(Records to use):
--- START ---

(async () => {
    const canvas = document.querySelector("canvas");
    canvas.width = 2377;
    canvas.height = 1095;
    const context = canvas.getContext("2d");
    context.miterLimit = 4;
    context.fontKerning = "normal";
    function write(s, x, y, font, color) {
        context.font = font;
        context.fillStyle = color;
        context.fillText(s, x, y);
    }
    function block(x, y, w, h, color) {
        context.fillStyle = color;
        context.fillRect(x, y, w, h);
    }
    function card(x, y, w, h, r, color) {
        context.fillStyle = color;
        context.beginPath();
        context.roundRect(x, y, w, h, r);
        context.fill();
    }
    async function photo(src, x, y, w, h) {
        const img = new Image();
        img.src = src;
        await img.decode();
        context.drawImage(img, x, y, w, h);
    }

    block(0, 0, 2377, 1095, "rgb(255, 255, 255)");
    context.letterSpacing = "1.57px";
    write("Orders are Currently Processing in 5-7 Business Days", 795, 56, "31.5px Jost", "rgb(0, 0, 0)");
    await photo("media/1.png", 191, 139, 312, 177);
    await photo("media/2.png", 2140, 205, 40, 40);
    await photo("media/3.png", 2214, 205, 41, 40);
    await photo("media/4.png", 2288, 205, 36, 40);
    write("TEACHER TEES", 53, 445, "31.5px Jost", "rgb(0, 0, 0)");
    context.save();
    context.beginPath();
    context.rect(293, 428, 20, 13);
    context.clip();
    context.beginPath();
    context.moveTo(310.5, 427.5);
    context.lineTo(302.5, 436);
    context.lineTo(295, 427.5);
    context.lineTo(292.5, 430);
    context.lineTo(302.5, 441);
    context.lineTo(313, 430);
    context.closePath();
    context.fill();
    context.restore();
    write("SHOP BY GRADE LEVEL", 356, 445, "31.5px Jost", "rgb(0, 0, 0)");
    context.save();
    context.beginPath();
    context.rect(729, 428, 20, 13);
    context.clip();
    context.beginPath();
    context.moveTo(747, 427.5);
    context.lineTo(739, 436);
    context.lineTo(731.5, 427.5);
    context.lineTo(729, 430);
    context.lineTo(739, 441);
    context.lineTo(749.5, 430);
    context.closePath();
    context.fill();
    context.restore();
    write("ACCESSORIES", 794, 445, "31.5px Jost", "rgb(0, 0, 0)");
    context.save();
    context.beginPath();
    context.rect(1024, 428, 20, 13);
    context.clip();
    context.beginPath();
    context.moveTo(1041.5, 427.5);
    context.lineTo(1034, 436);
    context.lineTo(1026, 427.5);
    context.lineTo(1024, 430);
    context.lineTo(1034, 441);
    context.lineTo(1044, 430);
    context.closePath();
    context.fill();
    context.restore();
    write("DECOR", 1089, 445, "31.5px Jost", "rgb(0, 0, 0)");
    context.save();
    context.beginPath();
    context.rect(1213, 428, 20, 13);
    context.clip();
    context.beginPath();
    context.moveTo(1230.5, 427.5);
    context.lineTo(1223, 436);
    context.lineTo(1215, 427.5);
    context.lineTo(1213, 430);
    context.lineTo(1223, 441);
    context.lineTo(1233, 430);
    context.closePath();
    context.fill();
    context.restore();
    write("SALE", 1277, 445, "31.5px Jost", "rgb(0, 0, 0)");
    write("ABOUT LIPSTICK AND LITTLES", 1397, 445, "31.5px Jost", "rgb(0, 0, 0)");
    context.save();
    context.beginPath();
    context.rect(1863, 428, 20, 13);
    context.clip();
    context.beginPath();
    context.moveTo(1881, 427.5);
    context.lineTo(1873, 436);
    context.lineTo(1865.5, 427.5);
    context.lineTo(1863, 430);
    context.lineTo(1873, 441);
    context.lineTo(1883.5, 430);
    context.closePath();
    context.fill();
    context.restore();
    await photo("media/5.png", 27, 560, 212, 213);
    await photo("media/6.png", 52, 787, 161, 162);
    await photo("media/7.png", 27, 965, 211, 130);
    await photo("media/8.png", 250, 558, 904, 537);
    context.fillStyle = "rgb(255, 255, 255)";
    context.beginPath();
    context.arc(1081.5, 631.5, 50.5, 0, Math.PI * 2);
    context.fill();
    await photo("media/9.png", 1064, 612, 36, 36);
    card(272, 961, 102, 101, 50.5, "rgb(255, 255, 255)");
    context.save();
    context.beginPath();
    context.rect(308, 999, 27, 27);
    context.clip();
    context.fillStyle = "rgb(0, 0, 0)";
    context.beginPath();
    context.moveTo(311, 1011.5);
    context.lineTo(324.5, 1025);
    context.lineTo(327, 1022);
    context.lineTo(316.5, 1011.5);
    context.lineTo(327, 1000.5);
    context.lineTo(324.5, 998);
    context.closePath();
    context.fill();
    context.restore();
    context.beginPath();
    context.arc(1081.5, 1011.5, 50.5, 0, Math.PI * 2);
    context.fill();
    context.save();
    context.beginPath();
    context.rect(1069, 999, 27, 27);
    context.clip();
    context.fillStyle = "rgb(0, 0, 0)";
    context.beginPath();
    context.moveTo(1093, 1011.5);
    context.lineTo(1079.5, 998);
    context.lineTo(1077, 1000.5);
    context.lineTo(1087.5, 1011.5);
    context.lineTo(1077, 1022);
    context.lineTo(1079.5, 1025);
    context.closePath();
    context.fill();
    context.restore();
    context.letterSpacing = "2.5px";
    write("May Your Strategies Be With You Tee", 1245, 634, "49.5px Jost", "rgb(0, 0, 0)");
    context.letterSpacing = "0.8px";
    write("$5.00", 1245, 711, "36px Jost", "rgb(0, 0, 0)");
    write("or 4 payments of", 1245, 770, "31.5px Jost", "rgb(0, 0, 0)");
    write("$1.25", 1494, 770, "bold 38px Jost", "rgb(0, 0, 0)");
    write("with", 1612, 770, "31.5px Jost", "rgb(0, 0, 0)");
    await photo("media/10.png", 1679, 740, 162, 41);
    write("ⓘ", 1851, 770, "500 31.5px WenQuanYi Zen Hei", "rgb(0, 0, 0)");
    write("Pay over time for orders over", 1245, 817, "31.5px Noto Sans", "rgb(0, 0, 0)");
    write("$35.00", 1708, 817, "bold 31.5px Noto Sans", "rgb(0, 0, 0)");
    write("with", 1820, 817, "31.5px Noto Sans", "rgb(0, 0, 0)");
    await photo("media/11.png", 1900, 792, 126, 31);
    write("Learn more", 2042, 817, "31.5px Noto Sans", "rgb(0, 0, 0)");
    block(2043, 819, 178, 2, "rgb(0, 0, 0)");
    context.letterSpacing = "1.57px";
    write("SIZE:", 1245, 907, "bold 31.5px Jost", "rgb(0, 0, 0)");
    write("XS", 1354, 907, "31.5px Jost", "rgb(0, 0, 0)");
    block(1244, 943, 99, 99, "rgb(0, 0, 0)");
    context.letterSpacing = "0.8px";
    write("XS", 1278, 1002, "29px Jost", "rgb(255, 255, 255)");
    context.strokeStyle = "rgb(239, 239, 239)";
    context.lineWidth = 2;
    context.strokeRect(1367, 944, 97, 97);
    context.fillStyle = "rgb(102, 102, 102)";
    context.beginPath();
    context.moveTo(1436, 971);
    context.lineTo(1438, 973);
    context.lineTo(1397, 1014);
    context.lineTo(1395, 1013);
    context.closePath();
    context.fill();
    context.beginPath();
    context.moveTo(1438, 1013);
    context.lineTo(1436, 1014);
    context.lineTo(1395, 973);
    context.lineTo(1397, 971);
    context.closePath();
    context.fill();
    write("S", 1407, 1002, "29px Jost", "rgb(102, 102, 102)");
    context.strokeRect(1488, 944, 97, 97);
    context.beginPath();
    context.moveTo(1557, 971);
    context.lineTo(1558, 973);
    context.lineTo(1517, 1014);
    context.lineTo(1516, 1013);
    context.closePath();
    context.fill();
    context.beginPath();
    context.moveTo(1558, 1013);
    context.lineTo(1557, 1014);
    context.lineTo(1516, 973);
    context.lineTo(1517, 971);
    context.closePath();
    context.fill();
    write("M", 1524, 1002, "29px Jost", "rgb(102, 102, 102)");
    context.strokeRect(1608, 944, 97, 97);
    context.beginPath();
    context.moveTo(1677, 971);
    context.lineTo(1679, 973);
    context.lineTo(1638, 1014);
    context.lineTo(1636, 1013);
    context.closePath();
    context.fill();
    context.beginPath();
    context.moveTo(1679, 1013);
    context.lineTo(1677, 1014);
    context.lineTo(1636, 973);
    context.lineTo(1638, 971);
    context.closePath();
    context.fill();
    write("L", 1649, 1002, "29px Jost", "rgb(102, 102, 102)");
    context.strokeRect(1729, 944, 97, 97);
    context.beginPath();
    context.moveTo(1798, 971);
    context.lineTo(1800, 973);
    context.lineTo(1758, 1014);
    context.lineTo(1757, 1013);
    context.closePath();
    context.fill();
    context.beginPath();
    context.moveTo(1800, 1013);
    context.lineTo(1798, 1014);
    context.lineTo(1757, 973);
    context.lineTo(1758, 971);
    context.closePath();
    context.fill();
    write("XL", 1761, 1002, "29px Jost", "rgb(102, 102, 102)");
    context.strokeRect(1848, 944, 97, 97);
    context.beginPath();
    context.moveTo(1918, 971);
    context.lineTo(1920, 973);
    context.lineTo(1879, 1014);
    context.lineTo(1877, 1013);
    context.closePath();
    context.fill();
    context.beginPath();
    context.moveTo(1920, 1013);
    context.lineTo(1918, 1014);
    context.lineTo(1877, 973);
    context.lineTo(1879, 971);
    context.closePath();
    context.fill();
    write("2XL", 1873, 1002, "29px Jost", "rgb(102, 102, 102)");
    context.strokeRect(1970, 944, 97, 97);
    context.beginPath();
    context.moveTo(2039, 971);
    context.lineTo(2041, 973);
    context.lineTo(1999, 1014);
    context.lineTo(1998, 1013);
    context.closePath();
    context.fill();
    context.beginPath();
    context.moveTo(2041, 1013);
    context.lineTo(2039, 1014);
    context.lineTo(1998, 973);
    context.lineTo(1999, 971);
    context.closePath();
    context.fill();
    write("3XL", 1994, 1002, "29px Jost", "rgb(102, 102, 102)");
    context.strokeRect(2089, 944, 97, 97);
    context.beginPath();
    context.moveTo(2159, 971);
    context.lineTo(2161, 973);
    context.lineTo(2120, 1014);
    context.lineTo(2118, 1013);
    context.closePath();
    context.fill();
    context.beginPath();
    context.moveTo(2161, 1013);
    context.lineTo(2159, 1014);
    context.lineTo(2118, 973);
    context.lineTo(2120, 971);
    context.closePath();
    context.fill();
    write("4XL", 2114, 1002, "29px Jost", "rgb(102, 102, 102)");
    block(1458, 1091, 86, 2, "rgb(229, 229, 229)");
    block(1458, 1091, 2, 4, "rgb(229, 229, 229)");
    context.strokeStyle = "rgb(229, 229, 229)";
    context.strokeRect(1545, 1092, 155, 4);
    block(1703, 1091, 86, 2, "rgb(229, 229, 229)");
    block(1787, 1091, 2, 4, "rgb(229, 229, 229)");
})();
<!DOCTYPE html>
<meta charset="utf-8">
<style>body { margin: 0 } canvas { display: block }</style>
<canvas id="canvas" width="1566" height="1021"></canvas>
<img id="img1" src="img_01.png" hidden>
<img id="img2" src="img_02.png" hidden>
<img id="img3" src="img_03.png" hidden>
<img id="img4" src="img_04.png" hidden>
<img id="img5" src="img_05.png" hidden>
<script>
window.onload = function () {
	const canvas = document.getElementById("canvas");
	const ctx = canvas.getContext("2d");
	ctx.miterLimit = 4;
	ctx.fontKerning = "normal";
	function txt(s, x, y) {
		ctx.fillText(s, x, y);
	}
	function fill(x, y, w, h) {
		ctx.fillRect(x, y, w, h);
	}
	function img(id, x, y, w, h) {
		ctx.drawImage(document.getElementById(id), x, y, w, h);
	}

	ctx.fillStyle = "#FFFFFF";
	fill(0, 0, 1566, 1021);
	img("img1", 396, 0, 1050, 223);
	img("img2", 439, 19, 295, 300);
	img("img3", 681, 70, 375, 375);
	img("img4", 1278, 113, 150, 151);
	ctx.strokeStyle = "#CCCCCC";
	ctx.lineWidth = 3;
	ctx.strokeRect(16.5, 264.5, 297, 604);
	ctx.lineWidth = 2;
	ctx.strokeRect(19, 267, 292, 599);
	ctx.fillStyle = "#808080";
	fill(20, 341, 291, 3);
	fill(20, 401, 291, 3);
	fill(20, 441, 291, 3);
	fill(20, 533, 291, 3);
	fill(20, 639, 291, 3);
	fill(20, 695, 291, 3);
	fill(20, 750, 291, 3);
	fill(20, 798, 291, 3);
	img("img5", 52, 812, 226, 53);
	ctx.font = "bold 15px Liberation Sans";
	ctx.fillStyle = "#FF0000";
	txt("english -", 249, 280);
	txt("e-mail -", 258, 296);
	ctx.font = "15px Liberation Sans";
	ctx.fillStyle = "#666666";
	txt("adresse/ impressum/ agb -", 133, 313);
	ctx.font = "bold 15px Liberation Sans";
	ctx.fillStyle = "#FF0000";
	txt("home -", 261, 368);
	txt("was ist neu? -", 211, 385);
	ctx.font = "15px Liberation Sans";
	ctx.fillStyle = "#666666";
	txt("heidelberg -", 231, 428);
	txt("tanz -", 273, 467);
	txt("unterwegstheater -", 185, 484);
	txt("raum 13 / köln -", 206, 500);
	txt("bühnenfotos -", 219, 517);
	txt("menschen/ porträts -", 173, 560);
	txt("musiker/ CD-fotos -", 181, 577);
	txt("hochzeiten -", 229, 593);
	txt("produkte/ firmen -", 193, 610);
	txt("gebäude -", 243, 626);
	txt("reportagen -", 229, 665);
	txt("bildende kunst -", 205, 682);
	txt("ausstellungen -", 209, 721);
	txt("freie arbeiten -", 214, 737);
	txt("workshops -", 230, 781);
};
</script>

--- END ---

(Assigned task): Lines with "function" in the listing above: count them and give the total, nothing else.

(Exercise result): 8